Reduction in the Aggregation of a Formulation of Human Immunoglobulins (Nanogam) at its Isoelectric Point

(24) The Nanogam formulation is a formulation of human immunoglobulins at 50 mg/ml and at pH 4.3 containing various IgG subclasses (IgG1: 54-70%, IgG2: 29-45%, IgG3: 1-4%, IgG4: 0-0.5%, IgA: at most 6 g/ml). The isoelectric point of this composition is approximately 8.5. At this pH of 8.5, the immunoglobulins have a tendency to aggregate. A test with various compounds is therefore carried out at the isoelectric point in order to identify the compounds which make it possible to reduce this aggregation phenomenon.

(25) A commercial solution of Nanogam at 50 mg/ml is used. Solutions of compounds at various concentrations are prepared as described in the examples B1-2 and B3-B7. Mixing between the solution of Nanogam and one of the solutions of compound is carried out in order to obtain a solution containing 40 mg/ml of human immunoglobulins and the desired concentration of compound.
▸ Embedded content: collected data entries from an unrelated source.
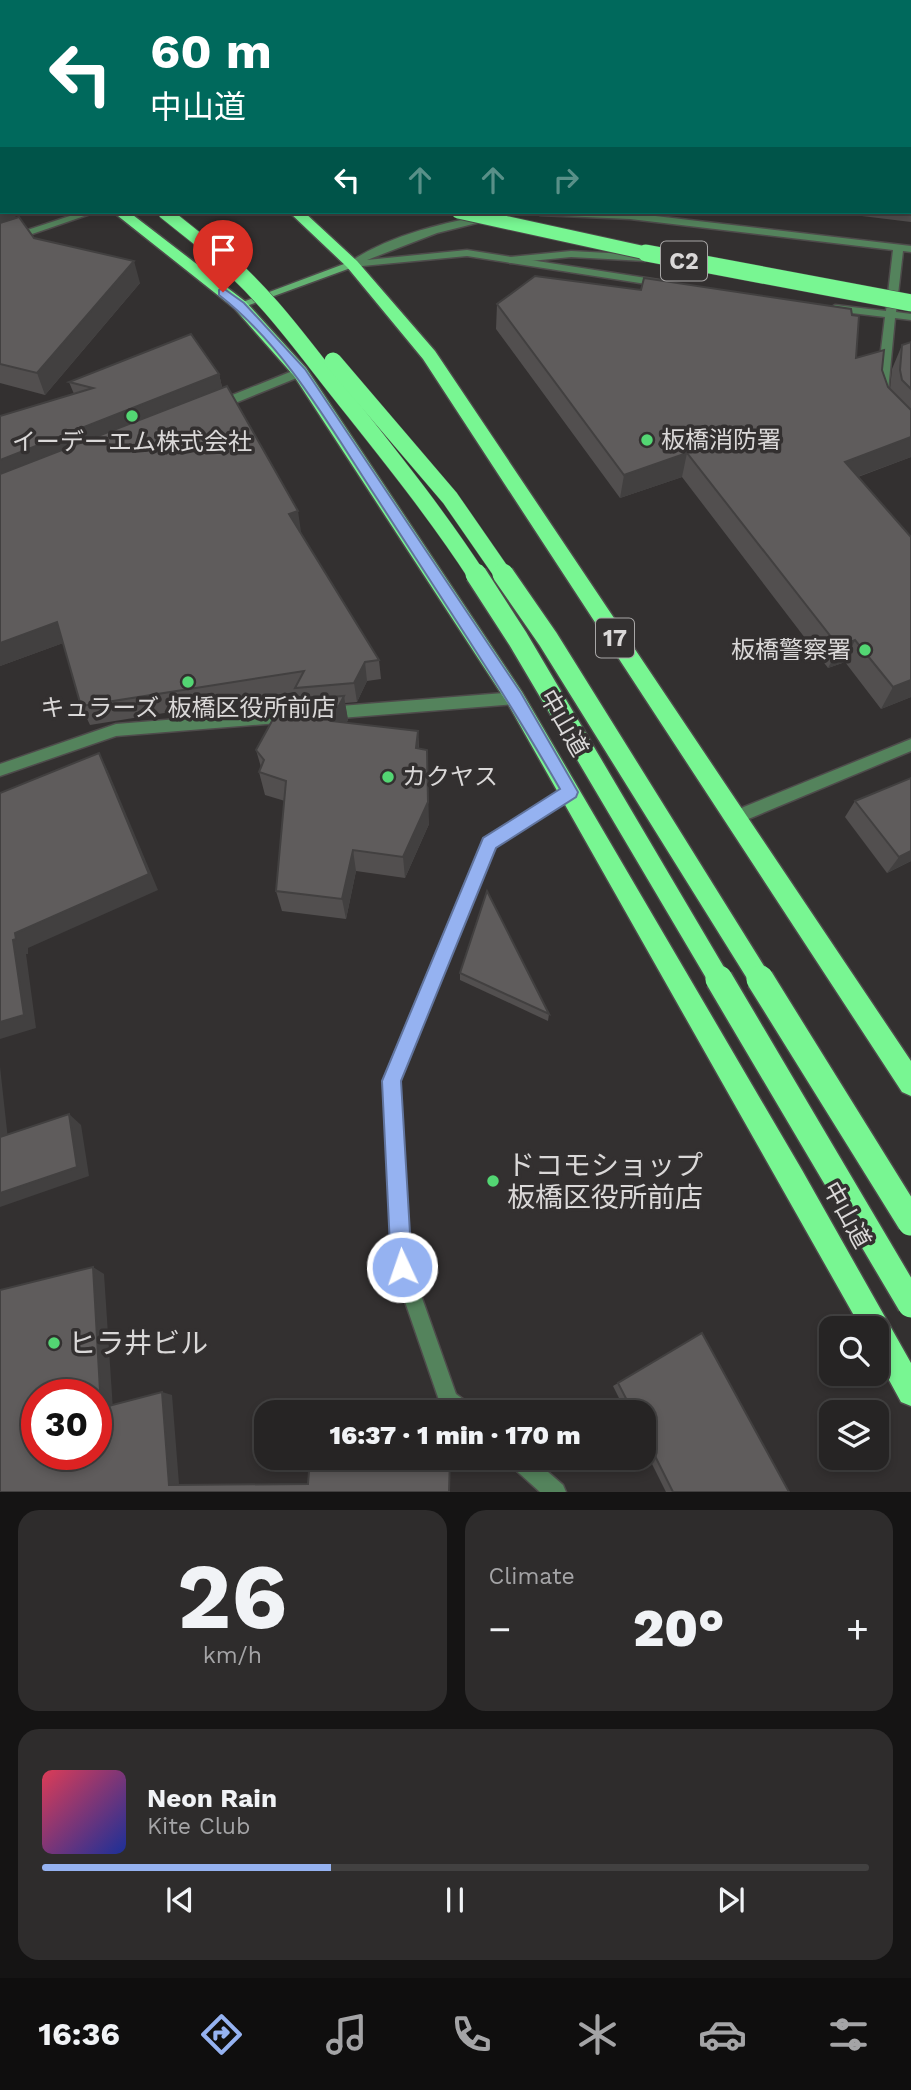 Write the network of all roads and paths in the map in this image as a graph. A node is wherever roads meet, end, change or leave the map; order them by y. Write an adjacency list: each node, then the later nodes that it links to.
1 (86, 214): 11 (street)
2 (123, 214): 20 (highway, 中山道)
3 (167, 214): 34 (highway, bridge)
4 (177, 214): 33 (highway, bridge)
5 (298, 214): 15 (highway, 17)
6 (467, 214): 19 (highway, C2, bridge)
7 (504, 214): 15 (street)
8 (515, 214): 18 (highway, C2)
9 (602, 214): 10 (street)
10 (696, 217): 12 (street)
11 (0, 242)
12 (898, 248): 13 (street); 22 (street)
13 (911, 249)
14 (510, 260): 15 (street); 16 (street); 17 (street)
15 (352, 264): 20 (street); 31 (highway, 17)
16 (838, 283)
17 (673, 285)
18 (911, 291)
19 (911, 303)
20 (240, 305): 24 (highway, 中山道)
21 (825, 307): 22 (street)
22 (892, 316): 23 (street); 25 (street)
23 (911, 317)
24 (300, 372): 26 (street); 27 (highway, 中山道)
25 (885, 407)
26 (206, 411)
27 (515, 698): 29 (street); 30 (highway, 中山道)
28 (911, 745): 31 (street)
29 (0, 770)
30 (570, 792): 35 (highway, 中山道); 38 (street)
31 (734, 818): 32 (highway, 17)
32 (911, 1083)
33 (911, 1222)
34 (911, 1304)
35 (869, 1316)
36 (889, 1352): 37 (highway, 中山道)
37 (911, 1392)
38 (449, 1400)
39 (531, 1470): 40 (street)
40 (556, 1492)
The pH of the various solutions is adjusted to pH 8.5 by adding hydrochloric acid or sodium hydroxide depending on the pH achieved following the mixing between the compound of interest and the solution of human immunoglobulins.

(26) The mixtures are then analyzed by light scattering on a Malvern NanoZS instrument. The results obtained (scattered intensities at 12.8 standardized, i.e. Iscat 12.8 Mixture/Iscat 12.8 Nanogam at pH 4.3) are given in table 2.
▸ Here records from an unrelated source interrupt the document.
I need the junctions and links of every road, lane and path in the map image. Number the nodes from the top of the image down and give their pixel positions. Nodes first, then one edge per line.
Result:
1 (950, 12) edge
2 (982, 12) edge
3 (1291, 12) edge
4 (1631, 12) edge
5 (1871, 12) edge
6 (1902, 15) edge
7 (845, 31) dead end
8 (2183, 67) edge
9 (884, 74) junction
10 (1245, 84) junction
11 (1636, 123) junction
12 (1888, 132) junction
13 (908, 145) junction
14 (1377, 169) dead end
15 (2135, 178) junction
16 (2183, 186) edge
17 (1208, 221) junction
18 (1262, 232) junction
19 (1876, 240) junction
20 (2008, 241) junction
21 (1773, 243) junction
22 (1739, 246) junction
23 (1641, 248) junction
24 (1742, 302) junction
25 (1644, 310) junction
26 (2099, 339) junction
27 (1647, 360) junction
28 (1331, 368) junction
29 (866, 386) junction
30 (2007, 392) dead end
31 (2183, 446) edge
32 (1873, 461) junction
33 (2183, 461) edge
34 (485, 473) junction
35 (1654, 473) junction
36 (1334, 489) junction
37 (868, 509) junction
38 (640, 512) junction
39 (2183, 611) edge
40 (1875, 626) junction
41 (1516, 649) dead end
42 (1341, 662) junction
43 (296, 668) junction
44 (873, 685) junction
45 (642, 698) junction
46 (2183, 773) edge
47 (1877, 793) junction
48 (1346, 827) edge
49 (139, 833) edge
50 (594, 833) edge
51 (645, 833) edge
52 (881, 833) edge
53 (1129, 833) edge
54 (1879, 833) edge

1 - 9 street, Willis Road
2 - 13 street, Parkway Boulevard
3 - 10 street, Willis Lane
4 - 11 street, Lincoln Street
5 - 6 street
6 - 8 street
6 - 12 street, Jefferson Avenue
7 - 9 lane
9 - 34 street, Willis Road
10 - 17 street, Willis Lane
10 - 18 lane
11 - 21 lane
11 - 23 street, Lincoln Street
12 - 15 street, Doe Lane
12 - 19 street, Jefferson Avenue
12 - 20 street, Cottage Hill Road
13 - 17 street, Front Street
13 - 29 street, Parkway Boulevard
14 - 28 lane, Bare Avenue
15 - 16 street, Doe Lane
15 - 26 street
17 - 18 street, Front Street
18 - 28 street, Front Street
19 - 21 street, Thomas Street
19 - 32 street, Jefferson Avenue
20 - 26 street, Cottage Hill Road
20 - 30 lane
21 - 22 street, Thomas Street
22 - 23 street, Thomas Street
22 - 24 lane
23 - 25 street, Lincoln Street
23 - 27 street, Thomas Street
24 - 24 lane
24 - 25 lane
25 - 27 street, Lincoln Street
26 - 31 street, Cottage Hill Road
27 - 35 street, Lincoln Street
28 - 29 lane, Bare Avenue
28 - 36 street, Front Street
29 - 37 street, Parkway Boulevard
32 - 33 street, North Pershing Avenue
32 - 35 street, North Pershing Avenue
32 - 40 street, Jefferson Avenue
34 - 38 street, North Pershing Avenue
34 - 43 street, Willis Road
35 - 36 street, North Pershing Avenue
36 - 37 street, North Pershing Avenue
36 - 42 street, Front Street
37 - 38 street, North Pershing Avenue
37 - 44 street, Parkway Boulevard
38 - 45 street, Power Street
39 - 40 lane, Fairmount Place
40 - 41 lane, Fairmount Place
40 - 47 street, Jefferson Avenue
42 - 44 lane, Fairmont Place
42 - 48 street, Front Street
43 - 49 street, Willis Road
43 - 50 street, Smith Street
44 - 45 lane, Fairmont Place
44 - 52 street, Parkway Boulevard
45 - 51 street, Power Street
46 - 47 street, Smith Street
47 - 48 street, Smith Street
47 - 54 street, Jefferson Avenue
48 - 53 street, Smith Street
(27) The scattered intensities are measured at 12.8. This angle of measurement is selected since it is sensitive to the largest nanoparticles/microparticles in suspension, such as the fibrils which appear at the isoelectric point of the Nanogam.
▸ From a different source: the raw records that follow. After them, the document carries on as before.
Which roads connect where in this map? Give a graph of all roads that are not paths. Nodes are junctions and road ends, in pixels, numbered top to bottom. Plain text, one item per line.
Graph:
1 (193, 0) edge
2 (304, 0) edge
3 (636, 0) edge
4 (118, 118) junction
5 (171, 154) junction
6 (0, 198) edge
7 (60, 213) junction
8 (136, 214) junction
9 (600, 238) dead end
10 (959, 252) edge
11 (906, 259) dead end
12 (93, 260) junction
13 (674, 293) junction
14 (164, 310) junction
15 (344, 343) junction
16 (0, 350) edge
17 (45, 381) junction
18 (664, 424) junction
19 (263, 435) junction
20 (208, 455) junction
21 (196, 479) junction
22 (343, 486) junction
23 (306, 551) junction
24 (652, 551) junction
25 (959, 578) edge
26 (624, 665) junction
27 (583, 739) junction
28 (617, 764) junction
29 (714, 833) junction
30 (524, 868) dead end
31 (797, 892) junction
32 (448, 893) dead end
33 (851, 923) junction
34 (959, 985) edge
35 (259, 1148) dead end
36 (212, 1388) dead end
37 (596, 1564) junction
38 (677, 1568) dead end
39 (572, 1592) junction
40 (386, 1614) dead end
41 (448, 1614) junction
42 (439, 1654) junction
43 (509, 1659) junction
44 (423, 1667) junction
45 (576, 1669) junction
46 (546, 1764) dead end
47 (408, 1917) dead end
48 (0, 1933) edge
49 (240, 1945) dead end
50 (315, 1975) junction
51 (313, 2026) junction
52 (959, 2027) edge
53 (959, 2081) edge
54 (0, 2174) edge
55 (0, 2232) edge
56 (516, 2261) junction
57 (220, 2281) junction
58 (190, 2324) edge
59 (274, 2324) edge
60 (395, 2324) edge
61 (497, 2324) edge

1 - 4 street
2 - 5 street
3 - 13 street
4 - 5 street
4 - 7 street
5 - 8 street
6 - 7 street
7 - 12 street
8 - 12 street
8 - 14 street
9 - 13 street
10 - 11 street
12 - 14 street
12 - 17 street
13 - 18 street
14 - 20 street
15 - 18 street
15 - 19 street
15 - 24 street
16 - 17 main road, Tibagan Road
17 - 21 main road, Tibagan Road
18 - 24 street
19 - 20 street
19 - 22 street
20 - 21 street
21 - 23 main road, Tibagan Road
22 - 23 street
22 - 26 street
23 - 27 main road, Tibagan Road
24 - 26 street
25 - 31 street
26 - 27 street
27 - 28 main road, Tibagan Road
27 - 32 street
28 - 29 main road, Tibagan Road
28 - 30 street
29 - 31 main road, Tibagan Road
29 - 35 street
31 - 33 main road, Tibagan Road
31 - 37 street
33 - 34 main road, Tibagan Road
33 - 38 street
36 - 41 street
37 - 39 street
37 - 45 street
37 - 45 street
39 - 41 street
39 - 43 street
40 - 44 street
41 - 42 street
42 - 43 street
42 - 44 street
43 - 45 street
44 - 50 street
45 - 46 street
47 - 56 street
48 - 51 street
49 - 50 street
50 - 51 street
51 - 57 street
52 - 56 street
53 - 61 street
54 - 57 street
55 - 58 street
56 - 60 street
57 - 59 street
(28) TABLE-US-00004 TABLE 2 Molar ratio Compound (COMPOUND/ concentration Iscat 12.8 Mixtures NANOGAM) (mmol/l) standardized Nanogam control 65.31 Compound A1 320 85 23.5 Mandelic acid 675 27.5 22.15 Phenylacetic acid 675 180 20.082 2-Phenoxy- 675 180 6.38 propionic acid Histidine 150 40 80.82 Acetic acid 675 180 200.18

(29) The examples with the molecule A1, mandelic acid, phenylacetic acid and 2-phenoxypropionic acid show a very strong improvement of the solubility of Nanogam at its isoelectric point, whereas the examples with histidine and acetic acid do not demonstrate any improvement of the solubilization of Nanogam at its isoelectric point.